Si è svolta oggi, presso il cantiere di Muggiano (La Spezia), la celebrazione del ventesimo anniversario dell’impresa del “Destriero”, l’imbarcazione più veloce del mondo che attraversò l’Atlantico nel 1992 stabilendo un record ancora oggi imbattuto.
Il monoscafo, costruito nel 1991 in meno di un anno da Fincantieri, percorse 3.106 miglia nautiche, dal Faro di Ambrose Light a New York sino al faro di Bishop Rock nelle Isole Scilly in Inghilterra, senza rifornimento in 58 ore alla velocità media di 53 nodi (con punte di 70), riconquistando il Blue Ribbon (Nastro Azzurro) assegnato nel 1933 al mitico transatlantico “Rex”.
All’evento sono intervenuti tra gli altri, Corrado Antonini, Presidente di Fincantieri, Cesare Fiorio, responsabile del programma Destriero Challenge e Aldo Benedetti, comandante in seconda del Destriero.
Il Destriero, realizzato nei cantieri di Muggiano e Riva Trigoso, è stata la più grande nave in lega leggera mai costruita, uno dei mezzi navali con la più alta concentrazione di efficienza, potenza e tecnologia. Con i suoi 67 metri di lunghezza, una larghezza di 13 e i suoi 60 mila cavalli di potenza poteva raggiungere una velocità media superiore ai 60 nodi. Un vero record, un orgoglio italiano, una conquista frutto di un bagaglio di esperienze nella costruzione di navi acquisito da Fincantieri in oltre due secoli di storia. Il Destriero ha infatti rappresentato per Fincantieri l’inizio alla produzione di una nuova generazione di mezzi per il trasporto veloce via mare con conseguenti benefici dello sviluppo commerciale.

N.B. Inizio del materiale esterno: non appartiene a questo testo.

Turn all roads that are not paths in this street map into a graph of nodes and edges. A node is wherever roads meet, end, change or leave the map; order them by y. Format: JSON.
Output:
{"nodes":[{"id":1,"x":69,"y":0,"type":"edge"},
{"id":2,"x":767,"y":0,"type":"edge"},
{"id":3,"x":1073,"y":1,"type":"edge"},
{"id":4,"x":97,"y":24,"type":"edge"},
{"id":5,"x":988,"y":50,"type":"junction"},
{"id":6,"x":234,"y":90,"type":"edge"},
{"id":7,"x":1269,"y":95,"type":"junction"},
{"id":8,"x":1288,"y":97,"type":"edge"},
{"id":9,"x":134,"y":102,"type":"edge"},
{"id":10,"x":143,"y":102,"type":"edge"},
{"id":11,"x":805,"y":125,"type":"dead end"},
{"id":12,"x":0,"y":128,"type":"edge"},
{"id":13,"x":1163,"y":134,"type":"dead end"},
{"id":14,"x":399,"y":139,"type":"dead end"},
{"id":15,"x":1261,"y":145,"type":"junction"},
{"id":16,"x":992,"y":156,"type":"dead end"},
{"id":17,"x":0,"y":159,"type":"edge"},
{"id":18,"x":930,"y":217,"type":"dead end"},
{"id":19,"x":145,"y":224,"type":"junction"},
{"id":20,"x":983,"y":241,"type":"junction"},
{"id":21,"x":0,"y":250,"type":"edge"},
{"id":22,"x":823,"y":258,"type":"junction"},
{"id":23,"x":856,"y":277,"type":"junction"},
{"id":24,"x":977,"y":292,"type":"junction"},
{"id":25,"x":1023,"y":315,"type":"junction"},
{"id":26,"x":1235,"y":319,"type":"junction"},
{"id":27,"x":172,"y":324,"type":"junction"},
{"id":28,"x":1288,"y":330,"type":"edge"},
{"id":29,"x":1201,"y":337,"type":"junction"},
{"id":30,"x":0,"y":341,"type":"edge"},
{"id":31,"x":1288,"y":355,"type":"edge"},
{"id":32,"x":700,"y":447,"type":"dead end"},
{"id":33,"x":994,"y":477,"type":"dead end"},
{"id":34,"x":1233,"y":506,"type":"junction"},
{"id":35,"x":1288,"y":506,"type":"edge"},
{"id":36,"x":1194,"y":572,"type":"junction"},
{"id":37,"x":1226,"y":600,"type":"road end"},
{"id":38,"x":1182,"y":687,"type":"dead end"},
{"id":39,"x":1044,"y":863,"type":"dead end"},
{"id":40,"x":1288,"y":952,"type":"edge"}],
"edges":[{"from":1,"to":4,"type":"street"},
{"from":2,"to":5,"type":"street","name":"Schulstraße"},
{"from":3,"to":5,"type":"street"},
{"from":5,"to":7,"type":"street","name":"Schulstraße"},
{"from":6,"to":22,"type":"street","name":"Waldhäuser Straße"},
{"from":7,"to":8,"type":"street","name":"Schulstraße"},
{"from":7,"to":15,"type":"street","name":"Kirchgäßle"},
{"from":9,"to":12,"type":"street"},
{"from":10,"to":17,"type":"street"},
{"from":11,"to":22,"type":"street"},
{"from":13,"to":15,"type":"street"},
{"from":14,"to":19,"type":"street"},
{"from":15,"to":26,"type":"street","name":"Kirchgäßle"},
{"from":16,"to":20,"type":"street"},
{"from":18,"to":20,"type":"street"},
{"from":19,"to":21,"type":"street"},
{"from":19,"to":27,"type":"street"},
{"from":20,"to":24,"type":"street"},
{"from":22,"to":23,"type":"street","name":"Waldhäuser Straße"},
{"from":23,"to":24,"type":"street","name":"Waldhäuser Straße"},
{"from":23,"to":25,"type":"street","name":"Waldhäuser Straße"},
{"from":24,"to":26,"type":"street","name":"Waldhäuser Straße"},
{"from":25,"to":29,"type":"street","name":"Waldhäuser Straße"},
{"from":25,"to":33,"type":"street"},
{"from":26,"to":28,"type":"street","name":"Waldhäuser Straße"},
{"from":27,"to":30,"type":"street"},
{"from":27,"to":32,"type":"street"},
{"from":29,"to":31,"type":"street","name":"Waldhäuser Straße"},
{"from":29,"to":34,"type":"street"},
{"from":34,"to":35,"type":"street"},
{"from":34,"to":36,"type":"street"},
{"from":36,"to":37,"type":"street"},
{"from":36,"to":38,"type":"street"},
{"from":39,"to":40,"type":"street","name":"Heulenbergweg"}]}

La sfida del Destriero nasce con l’obiettivo di superare i record stabiliti nell’attraversamento dell’Atlantico, premiati dal 1838 con il Nastro Azzurro. Il riconoscimento del Nastro Azzurro sarà ufficializzato dal 1935 con il trofeo Hales Trophy, su proposta del deputato inglese Harold Hales. Secondo il regolamento istituito potevano partecipare alla competizione le navi mercantili che nel corso della traversata atlantica, da Est ad Ovest, rispondevano a determinati requisiti: avessero avuto a bordo posta, passeggeri paganti e un equipaggio di professionisti. L’impresa del Destriero si pone nella scia di questa tradizione; la sua sfida dell’Atlantico nasce dalla passione per la tecnologia navale, del principe ismailita Karim Aga Khan, che si farà promotore dell’iniziativa, sostenuto dai più significativi testimonial della realtà industriale e culturale italiana del tempo, dalla Fiat di Gianni Agnelli, dall’IRI di Franco Nobili a numerosi altri sponsor.
Per l’occasione è stata allestita un’esposizione fotografica, a cura della Fondazione Fincantieri, che celebra l’impresa del cantiere, della nave e del suo equipaggio.